• Exercise
Count up the lines holding "Firmino" in the material, then reply with only the number.

• Supplied records
======

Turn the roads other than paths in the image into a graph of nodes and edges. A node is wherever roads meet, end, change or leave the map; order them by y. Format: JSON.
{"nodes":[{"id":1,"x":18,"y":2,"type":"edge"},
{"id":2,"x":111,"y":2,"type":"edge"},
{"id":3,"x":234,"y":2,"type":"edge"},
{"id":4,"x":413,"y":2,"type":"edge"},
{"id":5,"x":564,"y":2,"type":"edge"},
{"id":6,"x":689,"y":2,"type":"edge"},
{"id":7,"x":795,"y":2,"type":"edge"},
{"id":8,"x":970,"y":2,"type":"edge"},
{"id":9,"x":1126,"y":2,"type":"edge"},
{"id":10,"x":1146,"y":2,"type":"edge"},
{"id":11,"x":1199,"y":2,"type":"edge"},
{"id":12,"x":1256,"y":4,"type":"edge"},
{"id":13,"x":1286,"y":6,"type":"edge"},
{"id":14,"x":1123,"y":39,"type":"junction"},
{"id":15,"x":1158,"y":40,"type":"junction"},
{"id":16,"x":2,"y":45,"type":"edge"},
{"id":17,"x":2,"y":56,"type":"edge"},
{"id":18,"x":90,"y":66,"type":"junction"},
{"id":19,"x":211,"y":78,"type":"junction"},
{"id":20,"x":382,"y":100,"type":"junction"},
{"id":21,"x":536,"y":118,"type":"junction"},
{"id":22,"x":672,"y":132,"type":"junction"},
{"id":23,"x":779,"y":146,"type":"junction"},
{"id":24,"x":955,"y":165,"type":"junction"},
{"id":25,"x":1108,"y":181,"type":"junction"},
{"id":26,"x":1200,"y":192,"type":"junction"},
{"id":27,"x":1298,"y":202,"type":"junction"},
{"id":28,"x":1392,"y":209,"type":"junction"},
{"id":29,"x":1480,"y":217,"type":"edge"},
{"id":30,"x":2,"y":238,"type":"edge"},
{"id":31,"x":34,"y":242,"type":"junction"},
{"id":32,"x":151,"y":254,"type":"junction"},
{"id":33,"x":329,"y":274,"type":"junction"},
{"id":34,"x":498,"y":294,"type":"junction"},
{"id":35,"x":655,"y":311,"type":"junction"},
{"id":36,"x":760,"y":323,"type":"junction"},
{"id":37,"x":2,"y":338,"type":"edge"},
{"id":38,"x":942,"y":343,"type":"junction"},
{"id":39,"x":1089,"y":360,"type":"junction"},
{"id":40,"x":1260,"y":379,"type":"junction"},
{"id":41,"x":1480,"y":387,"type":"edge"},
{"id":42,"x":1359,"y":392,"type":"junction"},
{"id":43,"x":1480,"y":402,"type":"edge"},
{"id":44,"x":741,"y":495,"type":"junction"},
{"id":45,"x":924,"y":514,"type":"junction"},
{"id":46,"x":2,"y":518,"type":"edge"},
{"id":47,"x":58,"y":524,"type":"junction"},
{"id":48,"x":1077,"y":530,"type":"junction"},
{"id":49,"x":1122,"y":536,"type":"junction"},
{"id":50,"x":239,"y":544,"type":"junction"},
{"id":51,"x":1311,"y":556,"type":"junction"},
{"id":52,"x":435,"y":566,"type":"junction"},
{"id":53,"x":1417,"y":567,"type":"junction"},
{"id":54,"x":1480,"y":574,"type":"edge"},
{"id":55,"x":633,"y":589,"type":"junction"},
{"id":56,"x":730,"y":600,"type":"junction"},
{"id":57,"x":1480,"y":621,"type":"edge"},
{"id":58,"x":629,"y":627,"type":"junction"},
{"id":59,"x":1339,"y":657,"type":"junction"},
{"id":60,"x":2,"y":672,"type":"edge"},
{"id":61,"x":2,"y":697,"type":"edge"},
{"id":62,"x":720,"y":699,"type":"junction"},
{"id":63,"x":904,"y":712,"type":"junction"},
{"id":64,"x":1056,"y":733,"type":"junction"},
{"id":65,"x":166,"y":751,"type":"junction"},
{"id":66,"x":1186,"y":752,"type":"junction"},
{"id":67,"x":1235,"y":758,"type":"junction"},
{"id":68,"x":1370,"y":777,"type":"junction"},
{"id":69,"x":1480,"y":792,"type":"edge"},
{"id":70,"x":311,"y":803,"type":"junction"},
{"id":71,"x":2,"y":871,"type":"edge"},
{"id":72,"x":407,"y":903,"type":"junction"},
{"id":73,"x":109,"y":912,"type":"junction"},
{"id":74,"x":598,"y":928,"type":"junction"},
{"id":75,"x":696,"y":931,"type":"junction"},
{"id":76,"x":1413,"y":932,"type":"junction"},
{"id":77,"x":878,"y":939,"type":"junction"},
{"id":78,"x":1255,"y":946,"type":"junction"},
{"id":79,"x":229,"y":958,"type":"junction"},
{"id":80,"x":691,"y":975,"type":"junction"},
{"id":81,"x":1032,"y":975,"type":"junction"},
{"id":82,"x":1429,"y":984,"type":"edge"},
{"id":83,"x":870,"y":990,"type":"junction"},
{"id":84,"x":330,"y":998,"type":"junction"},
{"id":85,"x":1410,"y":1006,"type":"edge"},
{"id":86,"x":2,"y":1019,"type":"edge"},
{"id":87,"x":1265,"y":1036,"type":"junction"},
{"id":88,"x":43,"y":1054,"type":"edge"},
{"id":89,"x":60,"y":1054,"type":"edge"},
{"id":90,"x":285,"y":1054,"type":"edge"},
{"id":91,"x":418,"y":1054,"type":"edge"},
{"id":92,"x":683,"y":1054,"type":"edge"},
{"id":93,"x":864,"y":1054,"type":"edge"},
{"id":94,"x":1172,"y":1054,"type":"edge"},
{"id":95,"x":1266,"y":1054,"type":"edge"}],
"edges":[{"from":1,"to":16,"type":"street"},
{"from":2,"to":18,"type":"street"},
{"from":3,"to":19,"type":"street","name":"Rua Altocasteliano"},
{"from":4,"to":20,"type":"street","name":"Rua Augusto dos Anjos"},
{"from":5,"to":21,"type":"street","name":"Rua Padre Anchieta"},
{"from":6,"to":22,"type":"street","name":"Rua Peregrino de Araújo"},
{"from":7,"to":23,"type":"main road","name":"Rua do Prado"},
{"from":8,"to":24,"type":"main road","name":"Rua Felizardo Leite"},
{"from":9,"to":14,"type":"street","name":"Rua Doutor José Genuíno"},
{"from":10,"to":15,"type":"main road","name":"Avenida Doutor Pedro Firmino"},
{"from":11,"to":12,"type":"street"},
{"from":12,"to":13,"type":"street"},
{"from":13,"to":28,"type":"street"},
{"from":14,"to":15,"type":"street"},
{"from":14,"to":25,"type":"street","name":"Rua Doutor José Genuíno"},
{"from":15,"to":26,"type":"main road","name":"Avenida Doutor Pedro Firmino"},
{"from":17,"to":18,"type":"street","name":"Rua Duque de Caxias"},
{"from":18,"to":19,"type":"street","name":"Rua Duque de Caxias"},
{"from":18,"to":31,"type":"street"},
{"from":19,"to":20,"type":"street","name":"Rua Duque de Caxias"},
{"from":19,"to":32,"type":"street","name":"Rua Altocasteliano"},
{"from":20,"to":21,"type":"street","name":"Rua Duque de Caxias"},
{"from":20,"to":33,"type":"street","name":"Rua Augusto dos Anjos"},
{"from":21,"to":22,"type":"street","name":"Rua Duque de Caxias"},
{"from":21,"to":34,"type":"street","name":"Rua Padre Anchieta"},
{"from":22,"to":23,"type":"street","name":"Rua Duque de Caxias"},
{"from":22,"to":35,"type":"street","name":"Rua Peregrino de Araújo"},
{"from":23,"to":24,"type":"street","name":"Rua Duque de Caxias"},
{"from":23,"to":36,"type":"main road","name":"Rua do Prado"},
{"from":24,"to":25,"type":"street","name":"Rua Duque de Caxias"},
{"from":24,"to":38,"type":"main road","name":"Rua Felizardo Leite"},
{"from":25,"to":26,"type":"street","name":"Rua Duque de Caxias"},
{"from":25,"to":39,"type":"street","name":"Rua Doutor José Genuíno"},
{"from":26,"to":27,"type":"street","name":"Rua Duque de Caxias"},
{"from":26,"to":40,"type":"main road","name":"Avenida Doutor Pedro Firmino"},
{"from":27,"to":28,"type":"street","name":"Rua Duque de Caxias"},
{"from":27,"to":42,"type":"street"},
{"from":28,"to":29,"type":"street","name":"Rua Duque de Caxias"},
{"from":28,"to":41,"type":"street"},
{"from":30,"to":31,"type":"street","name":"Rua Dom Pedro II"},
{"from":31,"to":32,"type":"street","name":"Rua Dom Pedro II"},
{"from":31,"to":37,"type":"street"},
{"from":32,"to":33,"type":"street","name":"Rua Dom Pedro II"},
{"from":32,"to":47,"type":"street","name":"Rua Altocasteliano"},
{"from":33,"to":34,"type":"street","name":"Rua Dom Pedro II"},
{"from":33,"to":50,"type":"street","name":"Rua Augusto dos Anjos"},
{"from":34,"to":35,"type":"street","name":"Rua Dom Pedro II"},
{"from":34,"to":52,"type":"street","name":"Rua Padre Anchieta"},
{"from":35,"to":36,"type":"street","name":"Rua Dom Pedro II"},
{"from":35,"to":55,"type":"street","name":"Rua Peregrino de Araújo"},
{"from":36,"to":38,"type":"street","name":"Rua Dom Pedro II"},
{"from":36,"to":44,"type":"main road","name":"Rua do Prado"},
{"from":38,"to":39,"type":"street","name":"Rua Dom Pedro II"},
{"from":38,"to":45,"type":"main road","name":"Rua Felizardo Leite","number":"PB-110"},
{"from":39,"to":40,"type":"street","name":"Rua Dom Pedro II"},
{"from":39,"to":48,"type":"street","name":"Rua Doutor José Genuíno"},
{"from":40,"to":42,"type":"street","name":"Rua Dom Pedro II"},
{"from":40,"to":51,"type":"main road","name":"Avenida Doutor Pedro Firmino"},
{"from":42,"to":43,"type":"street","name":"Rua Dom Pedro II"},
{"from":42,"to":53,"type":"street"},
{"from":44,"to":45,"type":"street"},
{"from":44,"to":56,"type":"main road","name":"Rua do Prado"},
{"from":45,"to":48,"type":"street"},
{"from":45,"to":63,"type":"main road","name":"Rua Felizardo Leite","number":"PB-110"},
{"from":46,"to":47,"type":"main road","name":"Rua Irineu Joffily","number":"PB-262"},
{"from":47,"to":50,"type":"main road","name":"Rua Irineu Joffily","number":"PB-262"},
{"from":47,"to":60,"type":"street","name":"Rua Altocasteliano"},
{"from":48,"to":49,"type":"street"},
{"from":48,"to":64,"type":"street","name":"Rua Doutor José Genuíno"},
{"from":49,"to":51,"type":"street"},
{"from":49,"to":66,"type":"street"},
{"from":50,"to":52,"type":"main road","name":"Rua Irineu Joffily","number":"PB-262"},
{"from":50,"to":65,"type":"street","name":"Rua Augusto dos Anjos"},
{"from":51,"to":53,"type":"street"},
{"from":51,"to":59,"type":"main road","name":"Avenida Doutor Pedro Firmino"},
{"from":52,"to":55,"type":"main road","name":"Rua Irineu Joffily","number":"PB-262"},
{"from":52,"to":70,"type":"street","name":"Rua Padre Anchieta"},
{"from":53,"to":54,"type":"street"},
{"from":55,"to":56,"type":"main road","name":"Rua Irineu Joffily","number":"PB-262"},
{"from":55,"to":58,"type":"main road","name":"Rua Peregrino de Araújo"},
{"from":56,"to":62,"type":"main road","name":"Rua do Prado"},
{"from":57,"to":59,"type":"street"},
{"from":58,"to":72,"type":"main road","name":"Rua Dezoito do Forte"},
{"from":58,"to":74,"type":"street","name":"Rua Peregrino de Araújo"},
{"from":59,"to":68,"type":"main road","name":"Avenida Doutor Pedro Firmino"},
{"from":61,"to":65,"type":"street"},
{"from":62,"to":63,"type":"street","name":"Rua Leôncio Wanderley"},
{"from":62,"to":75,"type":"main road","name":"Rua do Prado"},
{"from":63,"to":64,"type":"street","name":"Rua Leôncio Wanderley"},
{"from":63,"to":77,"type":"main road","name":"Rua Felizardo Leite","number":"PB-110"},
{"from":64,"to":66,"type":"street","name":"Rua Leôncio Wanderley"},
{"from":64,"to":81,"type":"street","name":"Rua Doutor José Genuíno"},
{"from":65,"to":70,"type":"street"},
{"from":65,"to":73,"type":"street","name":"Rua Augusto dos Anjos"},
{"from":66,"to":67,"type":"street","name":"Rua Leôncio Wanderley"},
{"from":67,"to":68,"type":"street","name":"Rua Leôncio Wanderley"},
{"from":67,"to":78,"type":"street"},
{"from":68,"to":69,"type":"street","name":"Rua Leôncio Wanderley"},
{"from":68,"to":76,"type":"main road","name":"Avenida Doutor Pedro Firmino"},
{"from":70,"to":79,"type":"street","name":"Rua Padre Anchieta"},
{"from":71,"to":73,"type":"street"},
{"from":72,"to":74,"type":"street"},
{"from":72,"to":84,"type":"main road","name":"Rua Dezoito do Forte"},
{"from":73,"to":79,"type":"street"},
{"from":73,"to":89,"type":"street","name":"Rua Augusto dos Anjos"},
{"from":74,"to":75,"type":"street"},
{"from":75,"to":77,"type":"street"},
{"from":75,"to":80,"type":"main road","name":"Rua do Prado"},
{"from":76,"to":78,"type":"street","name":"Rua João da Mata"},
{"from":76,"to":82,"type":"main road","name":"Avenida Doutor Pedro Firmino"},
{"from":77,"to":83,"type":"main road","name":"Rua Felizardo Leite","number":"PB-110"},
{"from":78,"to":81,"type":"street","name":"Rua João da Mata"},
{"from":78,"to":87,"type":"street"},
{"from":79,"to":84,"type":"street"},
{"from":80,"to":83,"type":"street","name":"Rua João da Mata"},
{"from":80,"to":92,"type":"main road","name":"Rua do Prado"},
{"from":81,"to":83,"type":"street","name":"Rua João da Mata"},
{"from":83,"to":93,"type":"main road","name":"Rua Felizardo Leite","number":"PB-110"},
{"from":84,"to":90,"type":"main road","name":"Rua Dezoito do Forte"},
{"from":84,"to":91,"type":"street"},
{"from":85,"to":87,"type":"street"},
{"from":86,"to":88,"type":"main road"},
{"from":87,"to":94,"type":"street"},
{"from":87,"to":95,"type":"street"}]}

======

• Solution
8